塔鲁和伊纳尔优美的脸庞曲线、金发碧眸、白皙的皮肤和还不算太明显的胡渣、高挺的鼻梁、修长的手脚……就算以现代模特的评判标准,她也不能挑剔再多的了。而皮皮那已肌肉渐露的标准战士一样的小小身躯,潘什高瘦的身形以及夏姆一看就是适合当弓箭手的身板,虽然完全和模特什么的沾不上边,但也绝算不上难看。
或许她只是暂时走运而已,毕竟她此前遇到的都是非富则贵,说不定其他大多数古代平民真的长得和人猿无异,而像图特那样有着黑曜石深沉却明亮的眼睛,淡淡而狭长的眼线能在跃动摇曳的火光下愈发迷人,不是特别出挑但总让人一眼看过去便舍不得移开的古埃及人更是屈指可数。
噢不行、不行,晓蓠低头用手使劲掐脸颊,要控制好自己!明明昨晚才说好千万要克制,不能再胡思乱想。
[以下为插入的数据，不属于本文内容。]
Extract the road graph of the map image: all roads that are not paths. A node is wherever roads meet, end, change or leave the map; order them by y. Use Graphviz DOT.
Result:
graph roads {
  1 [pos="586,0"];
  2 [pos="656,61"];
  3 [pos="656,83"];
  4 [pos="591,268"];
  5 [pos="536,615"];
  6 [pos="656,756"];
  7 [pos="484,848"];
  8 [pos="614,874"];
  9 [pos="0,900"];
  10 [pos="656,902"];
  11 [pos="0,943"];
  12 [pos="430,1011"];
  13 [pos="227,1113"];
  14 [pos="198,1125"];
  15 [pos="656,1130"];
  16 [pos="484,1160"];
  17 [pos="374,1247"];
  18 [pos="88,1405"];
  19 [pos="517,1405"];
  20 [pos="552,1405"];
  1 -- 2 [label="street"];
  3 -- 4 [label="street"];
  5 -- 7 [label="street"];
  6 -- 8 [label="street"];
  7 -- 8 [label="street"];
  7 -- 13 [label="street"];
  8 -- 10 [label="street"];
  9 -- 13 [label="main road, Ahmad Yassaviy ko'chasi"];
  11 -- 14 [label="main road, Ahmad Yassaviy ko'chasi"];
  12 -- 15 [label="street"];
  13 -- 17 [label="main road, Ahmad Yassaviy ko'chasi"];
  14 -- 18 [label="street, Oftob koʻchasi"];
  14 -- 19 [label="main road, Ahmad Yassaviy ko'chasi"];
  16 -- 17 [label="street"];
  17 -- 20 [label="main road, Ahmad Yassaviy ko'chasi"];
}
因为那个时侯,可是差点就出事了……
“晓晓晓、晓蓠,你、你、你来了。”
晓蓠此时抬起头。刚不久前还蜡像一样整齐、笔直阻挡她视线的贵族大臣们,现在已乖乖分列站在两边。
空出的过道中间,比贵族地位更高的人额系明黄编织细带,耳坠悬挂能和“太阳水滴”争辉的黄宝石耳环,胸前佩戴一串连一串的长珠链。能有如此显赫身份、制造如此排场的,自不然是尊贵的帝国二皇子以及四皇子,他们正领着随身侍从向目标走去。而这个目标,似乎不会是早就伏拜在地的皮皮。
好极,她发呆发过头了。
尽管刚刚有失于礼,自己身上的穿着也仅仅是平民服装,但于情于理,她也该在礼节上作出挽回。“晓蓠参见塔鲁殿下,伊纳尔殿下。”
塔鲁一愣,但随即回神。他温和的声线让晓蓠再一次感到安心:“不、不必行、行礼。皮皮,你也、也起来来来吧。”待两人一同站起后,仍旧相隔一段距离的他平淡地望着晓蓠,问:“什、什么时时时候、学、学的皇皇皇宫、宫礼仪?”
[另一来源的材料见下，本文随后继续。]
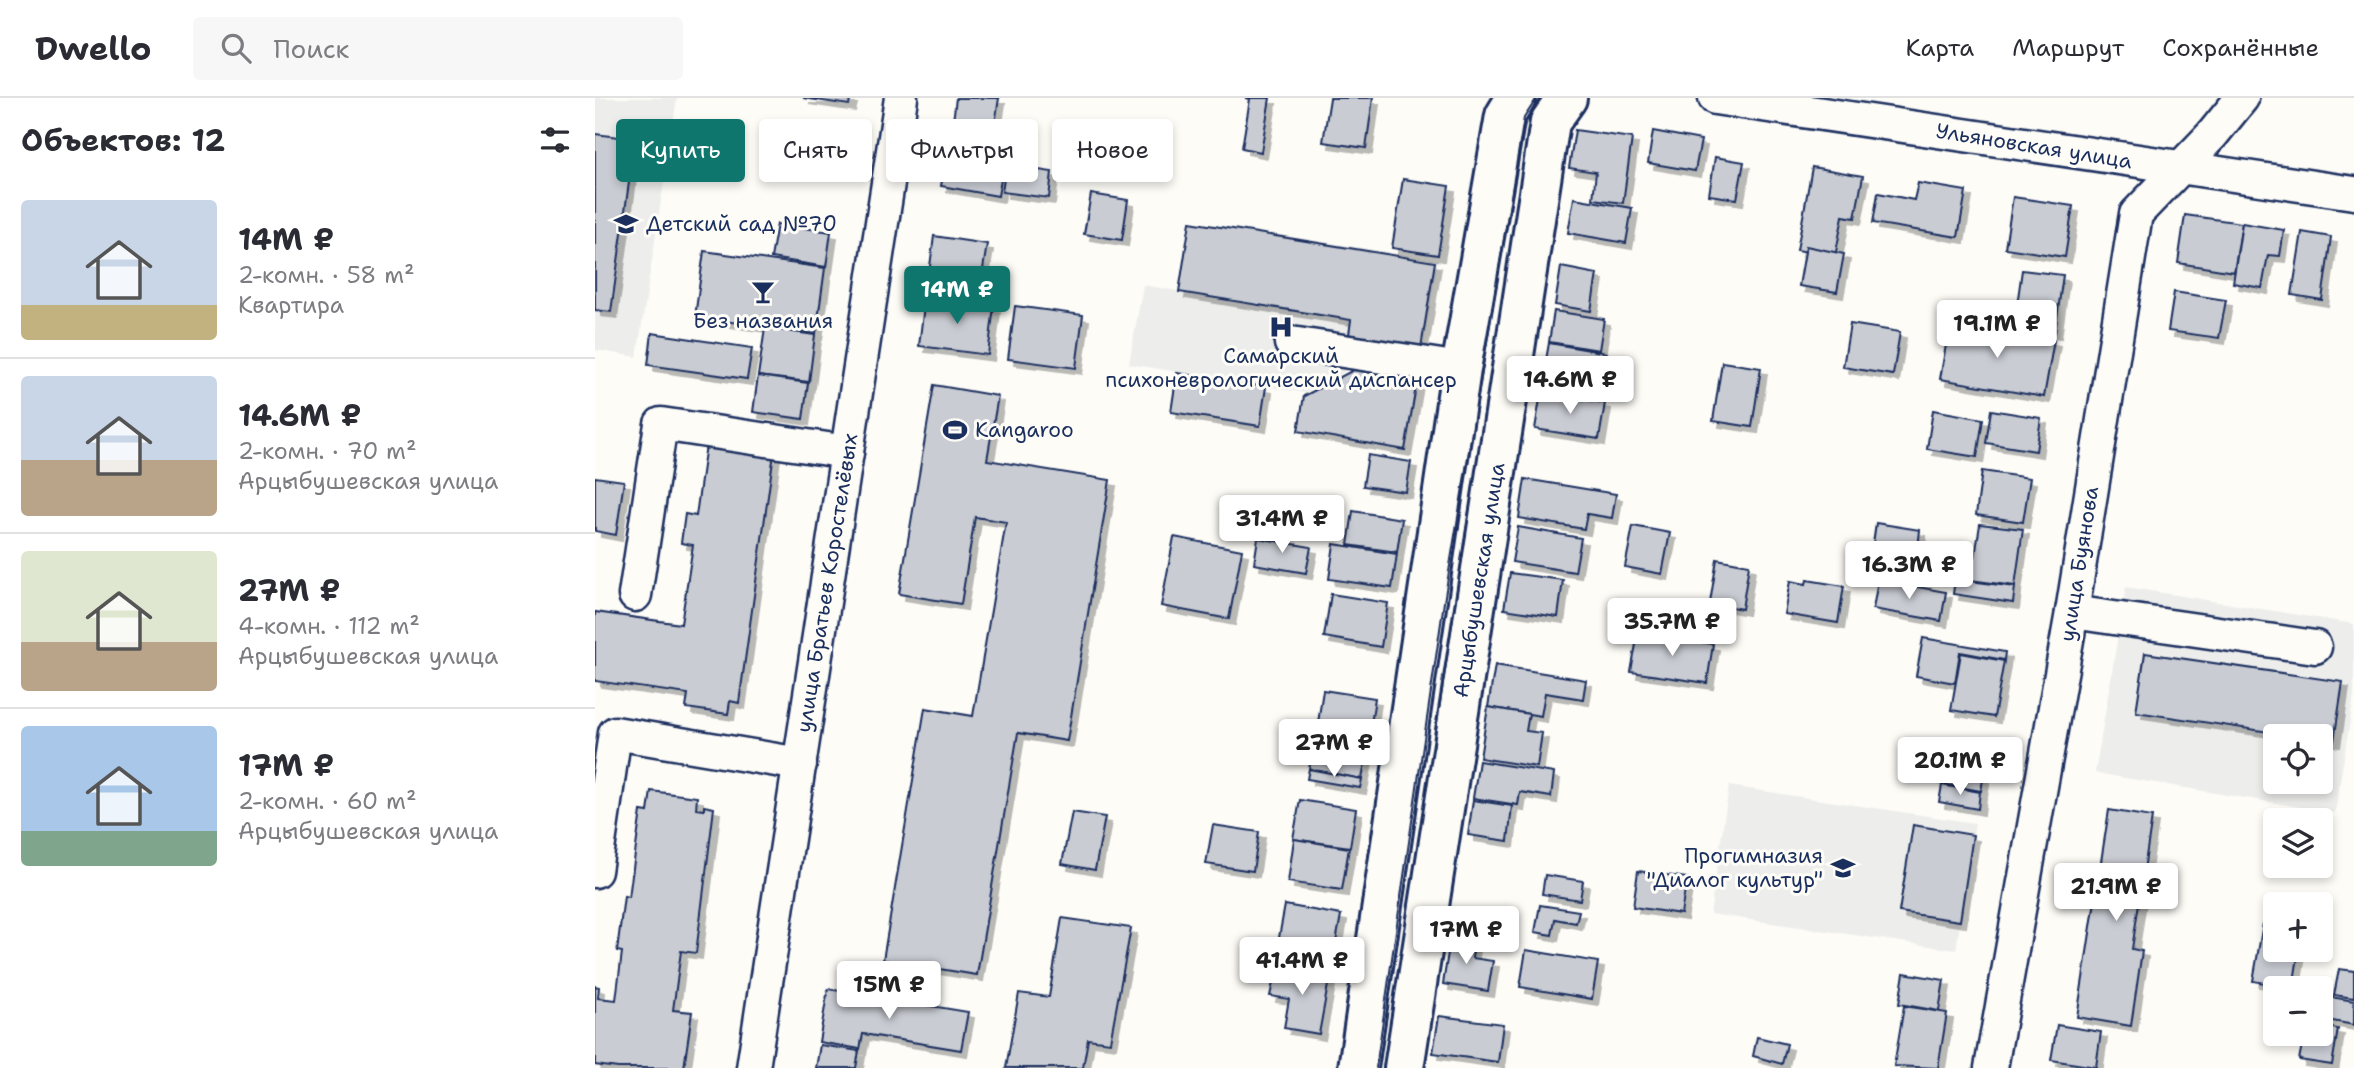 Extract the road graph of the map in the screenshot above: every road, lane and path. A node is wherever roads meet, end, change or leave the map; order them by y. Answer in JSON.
{"nodes":[{"id":1,"x":901,"y":98,"type":"edge"},
{"id":2,"x":1515,"y":98,"type":"edge"},
{"id":3,"x":1567,"y":98,"type":"edge"},
{"id":4,"x":1715,"y":98,"type":"edge"},
{"id":5,"x":2242,"y":98,"type":"edge"},
{"id":6,"x":2180,"y":168,"type":"junction"},
{"id":7,"x":2354,"y":193,"type":"edge"},
{"id":8,"x":1291,"y":343,"type":"dead end"},
{"id":9,"x":1461,"y":369,"type":"junction"},
{"id":10,"x":847,"y":452,"type":"junction"},
{"id":11,"x":635,"y":596,"type":"dead end"},
{"id":12,"x":2072,"y":612,"type":"junction"},
{"id":13,"x":2315,"y":647,"type":"dead end"},
{"id":14,"x":800,"y":764,"type":"junction"},
{"id":15,"x":595,"y":872,"type":"edge"},
{"id":16,"x":753,"y":1068,"type":"edge"},
{"id":17,"x":1358,"y":1068,"type":"edge"},
{"id":18,"x":1404,"y":1068,"type":"edge"},
{"id":19,"x":1991,"y":1068,"type":"edge"}],
"edges":[{"from":1,"to":10,"type":"street","name":"улица Братьев Коростелёвых"},
{"from":2,"to":9,"type":"main road"},
{"from":3,"to":18,"type":"main road","name":"Арцыбушевская улица"},
{"from":4,"to":6,"type":"street","name":"Ульяновская улица"},
{"from":5,"to":6,"type":"street","name":"улица Буянова"},
{"from":6,"to":7,"type":"street","name":"Ульяновская улица"},
{"from":6,"to":12,"type":"street","name":"улица Буянова"},
{"from":8,"to":9,"type":"street"},
{"from":9,"to":17,"type":"main road"},
{"from":10,"to":11,"type":"street"},
{"from":10,"to":14,"type":"street","name":"улица Братьев Коростелёвых"},
{"from":12,"to":13,"type":"street"},
{"from":12,"to":19,"type":"street","name":"улица Буянова"},
{"from":14,"to":15,"type":"street"},
{"from":14,"to":16,"type":"street","name":"улица Братьев Коростелёвых"}]}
晓蓠一边纳闷为什么塔鲁就能“在仪式进行时讲话”,一边默默哀叹。塔鲁的口吃今天怎么严重了?在一旁听这堆古埃及语的人们一定很难受吧。果然,她听到了明目张胆的窃笑声。
调整好面部肌肉,晓蓠笑靥生姿:“回殿下,晓蓠是在伯德罗皮夫人的指导下学会的。贵国的皇宫礼仪虽分类繁多,但并不难学。”
好比这项问安礼,男的先跪下再来个“五体投地”,怎么看怎么像穆斯林的麦加朝圣;而女的则是双手牵着两边的裙角,下跪,上半身贴地伏拜,只是对身体柔软度要求高,身肢稍有一点僵硬都会觉得煎熬。
有趣的是,这些皇宫礼仪无论贵族还是平民通通受用,倒是男女区别实在明显,也不知道是性别歧视抑或为了照顾两者的生理差异。然话说回来,平民百姓恐怕穷尽一生也踏不进这茶色宫殿的门槛。
晓蓠不多想,此时视线不经意掠过几乎和塔鲁并肩站立的伊纳尔。瞥见他满脸紧绷、表情毫无波澜的样子,晓蓠不由定住。是潘什的面瘫传染给他了吗?
她回想起昨晚回将军府,皮皮一路上绘声绘色的情景复述。其间确实提到过她离开后塔鲁的冷脸和伊纳尔的难色。当他承认到不单坊间热议两位殿下的关系,那样的传闻甚至蔓延到皇宫里面,迫使皇帝不得不下令平息(但八卦这种东西从来欲盖弥彰,各种私下猜测愈演愈烈),过后竟越说越兴奋,并且谈起同性恋面不改色,辗转说到自己的姐姐在埃及出席宴席,见识到两个有家室的男人如何在众目睽睽和自己妻子的眼皮之下搂搂抱抱。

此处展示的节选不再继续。